Collected data entries

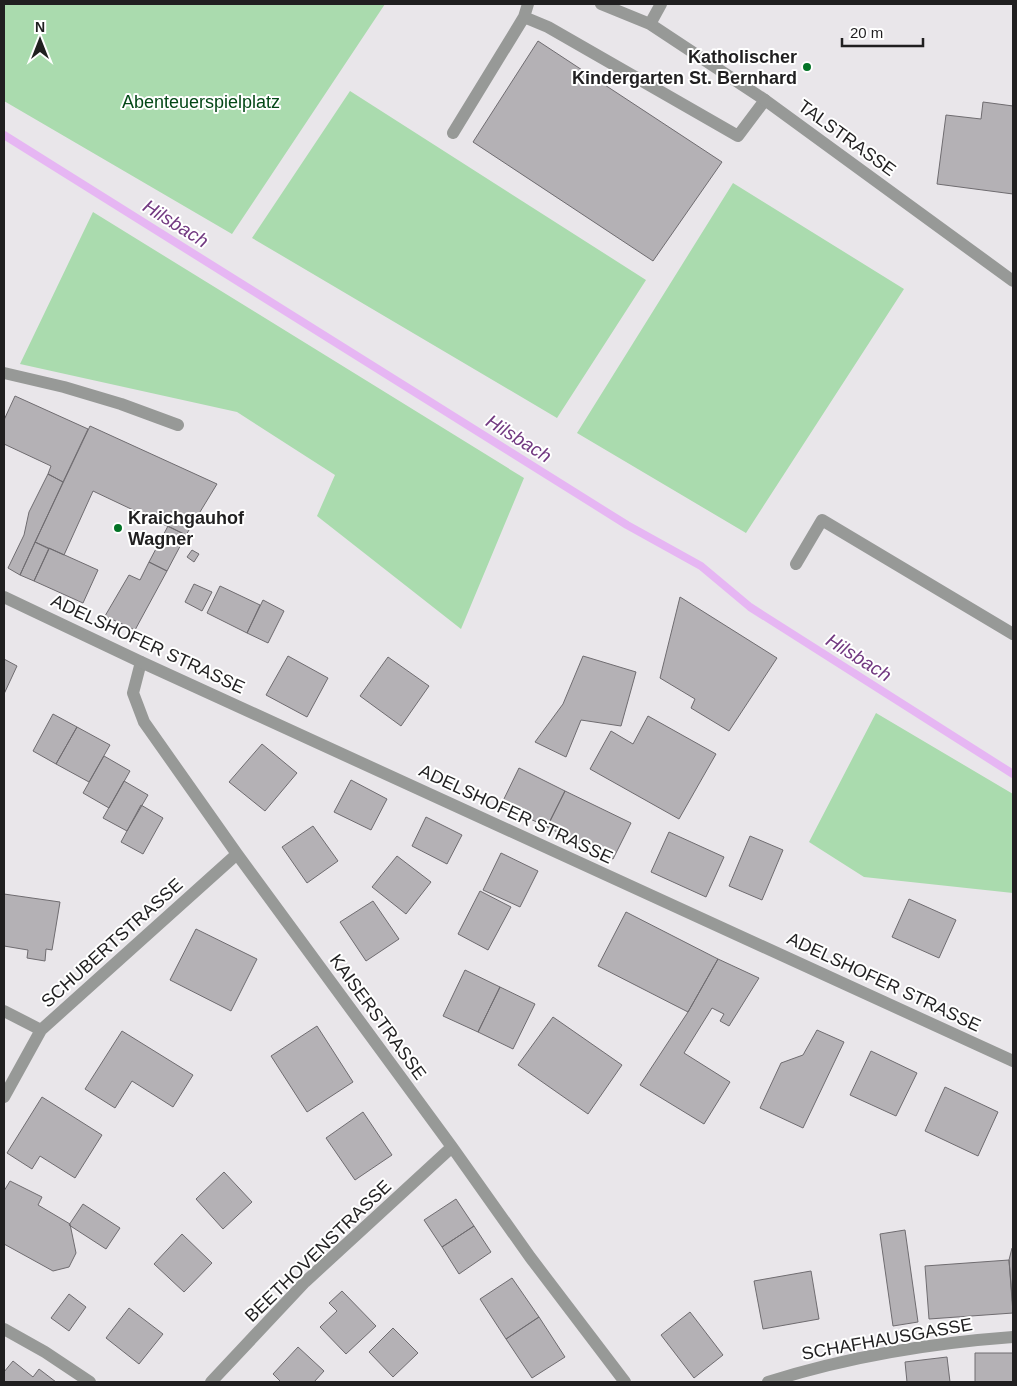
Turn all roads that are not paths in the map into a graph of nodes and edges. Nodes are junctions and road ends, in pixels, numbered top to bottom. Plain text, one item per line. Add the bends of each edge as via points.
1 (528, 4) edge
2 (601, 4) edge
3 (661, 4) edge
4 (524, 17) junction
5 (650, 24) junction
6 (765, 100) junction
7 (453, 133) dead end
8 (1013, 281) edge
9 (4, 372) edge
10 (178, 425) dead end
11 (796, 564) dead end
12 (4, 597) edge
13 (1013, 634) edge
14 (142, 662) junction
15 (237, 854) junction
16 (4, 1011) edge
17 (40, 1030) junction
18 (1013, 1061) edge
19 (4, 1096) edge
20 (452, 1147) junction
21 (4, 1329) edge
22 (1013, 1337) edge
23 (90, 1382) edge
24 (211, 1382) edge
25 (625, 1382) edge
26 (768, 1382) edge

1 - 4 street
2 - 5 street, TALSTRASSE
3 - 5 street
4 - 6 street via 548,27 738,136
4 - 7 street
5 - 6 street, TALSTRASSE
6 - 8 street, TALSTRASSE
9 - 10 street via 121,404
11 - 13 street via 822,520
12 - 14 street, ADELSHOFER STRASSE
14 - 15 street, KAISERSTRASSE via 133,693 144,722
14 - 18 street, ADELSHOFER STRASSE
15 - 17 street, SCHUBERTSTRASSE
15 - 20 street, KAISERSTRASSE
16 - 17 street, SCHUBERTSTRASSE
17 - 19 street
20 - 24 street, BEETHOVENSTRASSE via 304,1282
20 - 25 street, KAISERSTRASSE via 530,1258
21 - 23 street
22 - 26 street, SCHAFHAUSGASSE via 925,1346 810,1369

» **Task item**: From the first line to the last, output the data exactly; skip any pictures.

» **Task result**:
Turn all roads that are not paths in the map into a graph of nodes and edges. Nodes are junctions and road ends, in pixels, numbered top to bottom. Plain text, one item per line. Add the bends of each edge as via points.
1 (528, 4) edge
2 (601, 4) edge
3 (661, 4) edge
4 (524, 17) junction
5 (650, 24) junction
6 (765, 100) junction
7 (453, 133) dead end
8 (1013, 281) edge
9 (4, 372) edge
10 (178, 425) dead end
11 (796, 564) dead end
12 (4, 597) edge
13 (1013, 634) edge
14 (142, 662) junction
15 (237, 854) junction
16 (4, 1011) edge
17 (40, 1030) junction
18 (1013, 1061) edge
19 (4, 1096) edge
20 (452, 1147) junction
21 (4, 1329) edge
22 (1013, 1337) edge
23 (90, 1382) edge
24 (211, 1382) edge
25 (625, 1382) edge
26 (768, 1382) edge

1 - 4 street
2 - 5 street, TALSTRASSE
3 - 5 street
4 - 6 street via 548,27 738,136
4 - 7 street
5 - 6 street, TALSTRASSE
6 - 8 street, TALSTRASSE
9 - 10 street via 121,404
11 - 13 street via 822,520
12 - 14 street, ADELSHOFER STRASSE
14 - 15 street, KAISERSTRASSE via 133,693 144,722
14 - 18 street, ADELSHOFER STRASSE
15 - 17 street, SCHUBERTSTRASSE
15 - 20 street, KAISERSTRASSE
16 - 17 street, SCHUBERTSTRASSE
17 - 19 street
20 - 24 street, BEETHOVENSTRASSE via 304,1282
20 - 25 street, KAISERSTRASSE via 530,1258
21 - 23 street
22 - 26 street, SCHAFHAUSGASSE via 925,1346 810,1369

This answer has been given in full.